Happily, a mild to moderate knee ligament injury may heal on its own given time. To speed the healing, you can:
- Rest the knee. Avoid putting excess weight on your knee. You may need to use crutches for a time.
- Ice your knee to reduce pain and swelling. Do it for 20-30 minutes every 3-4 hours for 2-3 days, or until the pain and swelling is gone.
- Compress your knee. Use an elastic bandage, straps, or sleeves on your knee to control swelling.
- Elevate your knee on a pillow when you're sitting or lying down.
- Wear a knee brace to stabilize the knee and protect it from further injury.
- Take anti-inflammatory painkillers. Non-steroidal anti-inflammatory drugs (NSAIDs), like Advil, Aleve, or Motrin, will help with pain and swelling. However, these drugs can have side effects and they should be used only occasionally, unless your doctor specifically says otherwise.
- Practice stretching and strengthening exercises if your doctor recommends them.
For severe collateral ligament tears, you may need surgery to attach the ligament back to the bone if it was pulled away or to the other part of the ligament if it was torn in the middle.
Unfortunately, the cruciate ligaments -- the ACL and PCL -- cannot be repaired. Once they are completely torn or stretched beyond their limits, that's it. The only option is a reconstruction. In this procedure, tendons are taken from other parts of your leg or a cadaver to replace the torn ligament.
A ligament reconstruction for an ACL or PCL injury is complicated and involved. It's not the right choice for everyone. Some people who have pain or severe instability in their knees may choose to have it. So might professional athletes -- or devoted amateurs -- who really want to return to their previous level of activity.

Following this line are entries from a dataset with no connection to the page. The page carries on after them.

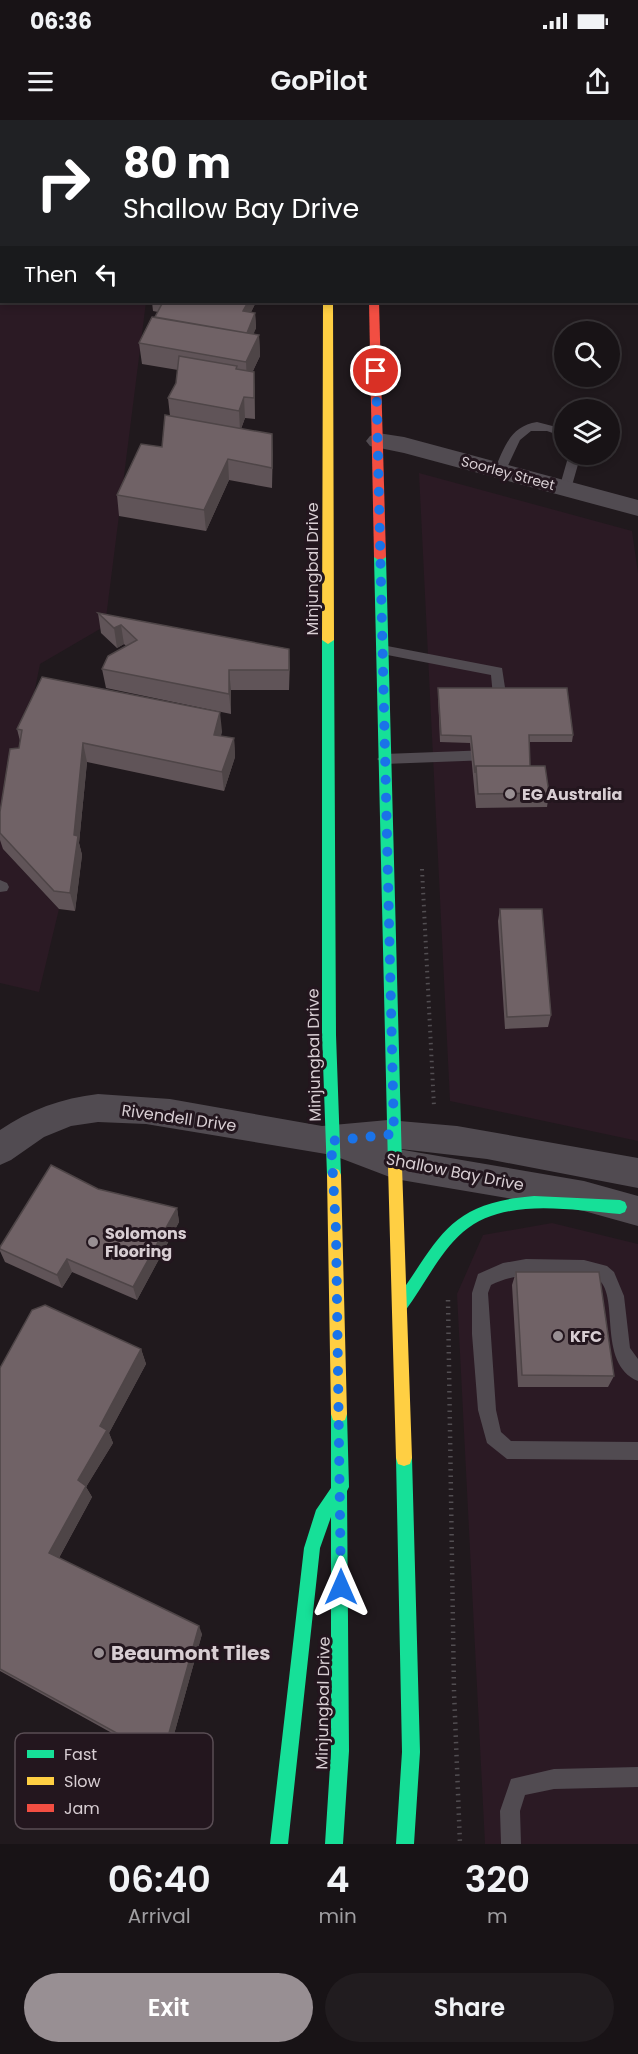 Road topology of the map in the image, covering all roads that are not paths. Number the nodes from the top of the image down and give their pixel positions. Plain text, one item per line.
1 (328, 303) edge
2 (374, 303) edge
3 (554, 430) edge
4 (378, 441) junction
5 (572, 465) edge
6 (500, 471) junction
7 (565, 489) junction
8 (638, 508) edge
9 (382, 650) junction
10 (502, 719) edge
11 (506, 755) edge
12 (384, 759) junction
13 (331, 1141) junction
14 (394, 1149) junction
15 (0, 1150) edge
16 (638, 1173) edge
17 (629, 1209) edge
18 (400, 1306) junction
19 (638, 1372) edge
20 (638, 1451) edge
21 (341, 1486) junction
22 (411, 1752) junction
23 (638, 1777) edge
24 (419, 1833) dead end
25 (279, 1844) edge
26 (334, 1844) edge
27 (405, 1844) edge
28 (512, 1844) edge

1 - 13 main road, Minjungbal Drive
2 - 4 main road
3 - 6 lane
4 - 6 street, Soorley Street
4 - 9 main road
5 - 7 lane
6 - 7 street, Soorley Street
7 - 8 street, Soorley Street
9 - 10 lane
9 - 12 main road
11 - 12 lane
12 - 14 main road
13 - 14 street, Shallow Bay Drive
13 - 15 street, Rivendell Drive
13 - 21 main road, Minjungbal Drive
14 - 16 street, Shallow Bay Drive
14 - 17 street, Shallow Bay Drive
14 - 18 main road
17 - 18 main road
18 - 22 main road
19 - 20 lane
21 - 25 main road
21 - 26 main road, Minjungbal Drive
22 - 24 main road
22 - 27 main road
23 - 28 lane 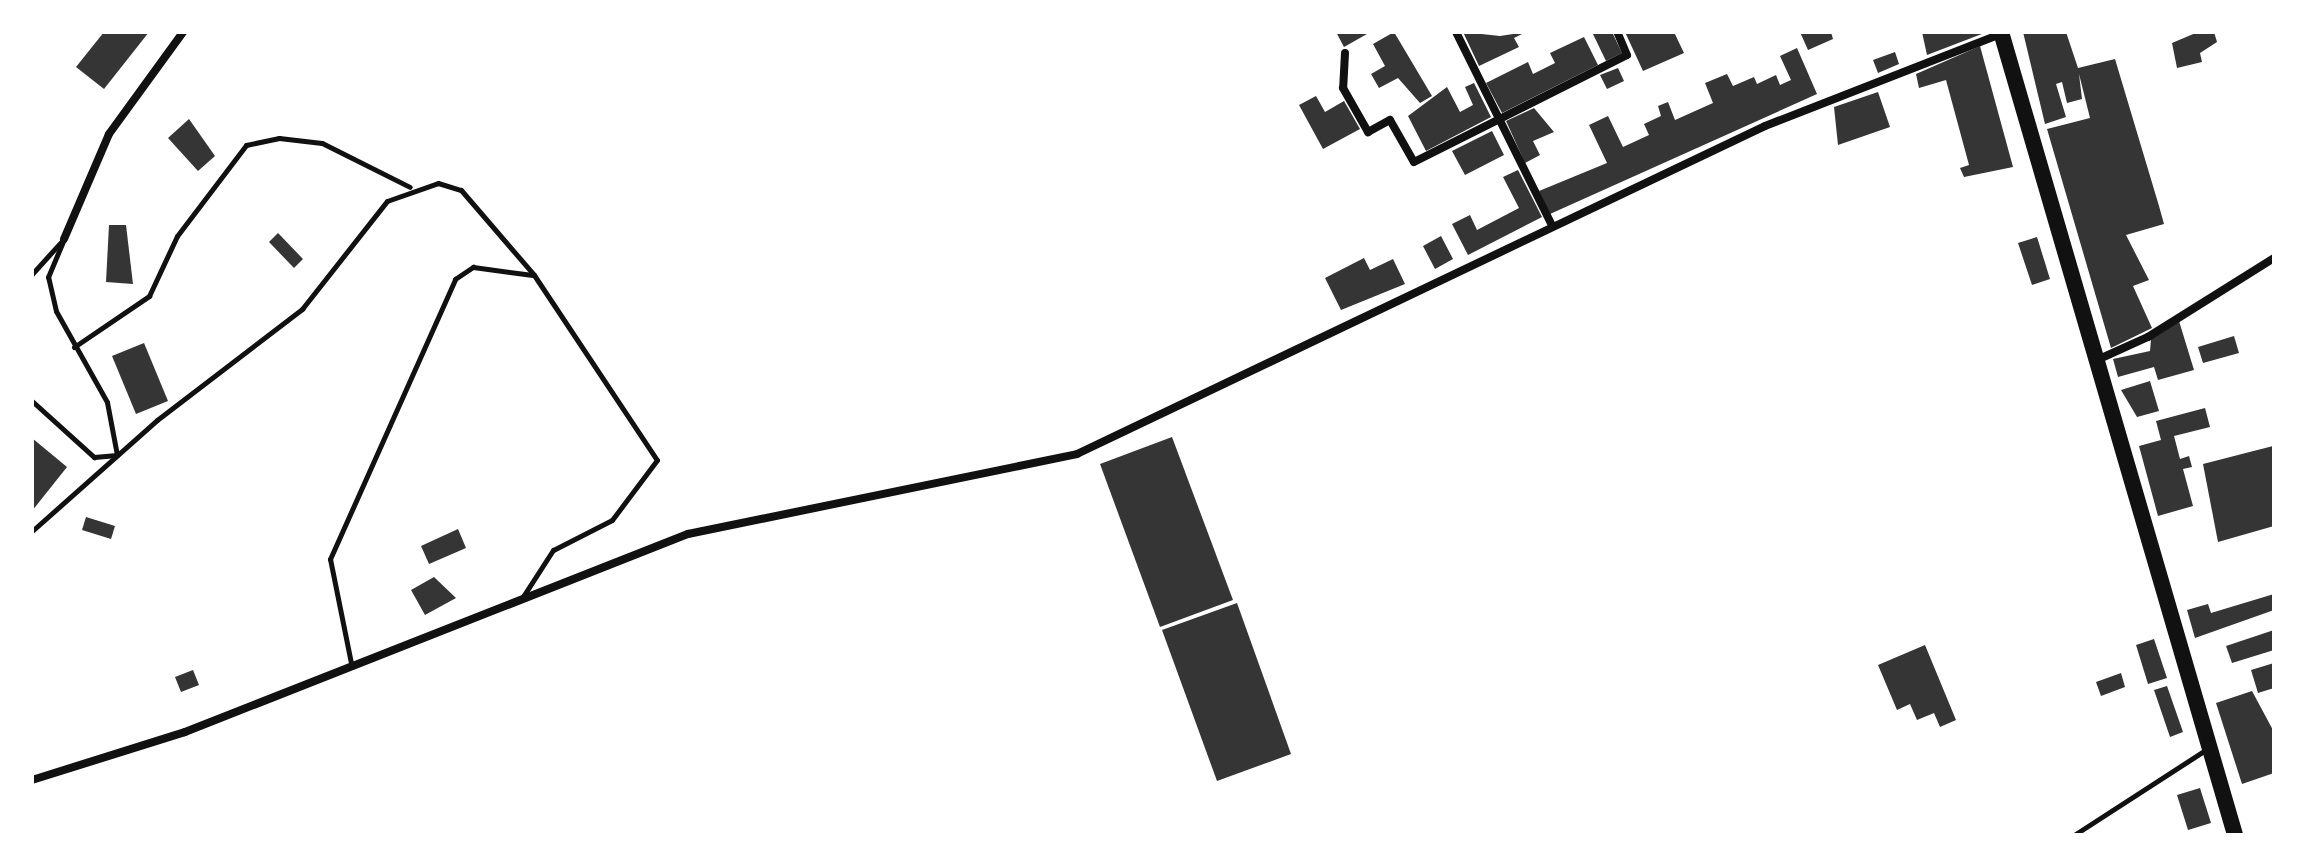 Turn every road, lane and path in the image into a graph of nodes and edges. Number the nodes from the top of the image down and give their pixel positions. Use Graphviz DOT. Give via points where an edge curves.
graph roads {
  1 [pos="183,32"];
  2 [pos="1456,32"];
  3 [pos="1617,32"];
  4 [pos="2001,33"];
  5 [pos="1345,53"];
  6 [pos="1498,118"];
  7 [pos="410,187"];
  8 [pos="1552,225"];
  9 [pos="64,239"];
  10 [pos="2274,258"];
  11 [pos="32,274"];
  12 [pos="534,275"];
  13 [pos="74,347"];
  14 [pos="2092,361"];
  15 [pos="32,401"];
  16 [pos="117,455"];
  17 [pos="32,531"];
  18 [pos="524,595"];
  19 [pos="351,663"];
  20 [pos="2208,749"];
  21 [pos="32,780"];
  22 [pos="2074,835"];
  23 [pos="2235,835"];
  1 -- 9 [label="street" via="109,134"];
  2 -- 6 [label="street"];
  3 -- 6 [label="street" via="1627,55"];
  4 -- 8 [label="street" via="1765,126"];
  4 -- 14 [label="main road"];
  5 -- 6 [label="street" via="1343,88 1368,132 1390,120 1414,162"];
  6 -- 8 [label="street"];
  7 -- 12 [label="lane" via="438,183 461,190"];
  7 -- 13 [label="lane" via="322,143 279,138 246,145 177,236 149,296"];
  7 -- 16 [label="lane" via="387,201 302,309"];
  8 -- 18 [label="street" via="1232,386 1077,454 688,534"];
  9 -- 11 [label="lane"];
  9 -- 13 [label="lane" via="48,277"];
  10 -- 14 [label="street" via="2148,337"];
  12 -- 18 [label="lane" via="657,460 612,520 553,550"];
  12 -- 19 [label="lane" via="473,267 455,279 330,559"];
  13 -- 16 [label="lane" via="107,402"];
  14 -- 20 [label="main road"];
  15 -- 16 [label="lane" via="94,457"];
  16 -- 17 [label="lane"];
  18 -- 19 [label="street"];
  19 -- 21 [label="street" via="185,732"];
  20 -- 22 [label="lane"];
  20 -- 23 [label="main road"];
}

But if the pain is not a problem, you may choose to skip the surgery and accept the risk of some permanent weakness and instability in your leg. You may also opt for a custom-made brace. Talk over the treatment options with your doctor.
When Will I Feel Better After a Knee Ligament Injury?
Recovery time depends on how severe your knee ligament injury is. People also heal at different rates. While you recover -- If your doctor agrees -- you could take up a new activity that won't hurt your knee. For instance, runners could try swimming.
Whatever you do, don't rush things. Don't try to return to your old level of physical activity until:
- You feel no pain when you bend or straighten your knee.
- You feel no pain in your knee when you walk, jog, sprint, or jump.
- Your knee is no longer swollen.
- Your knee feels as strong as your uninjured knee.
If you start using your knee before it's healed, you could cause permanent damage.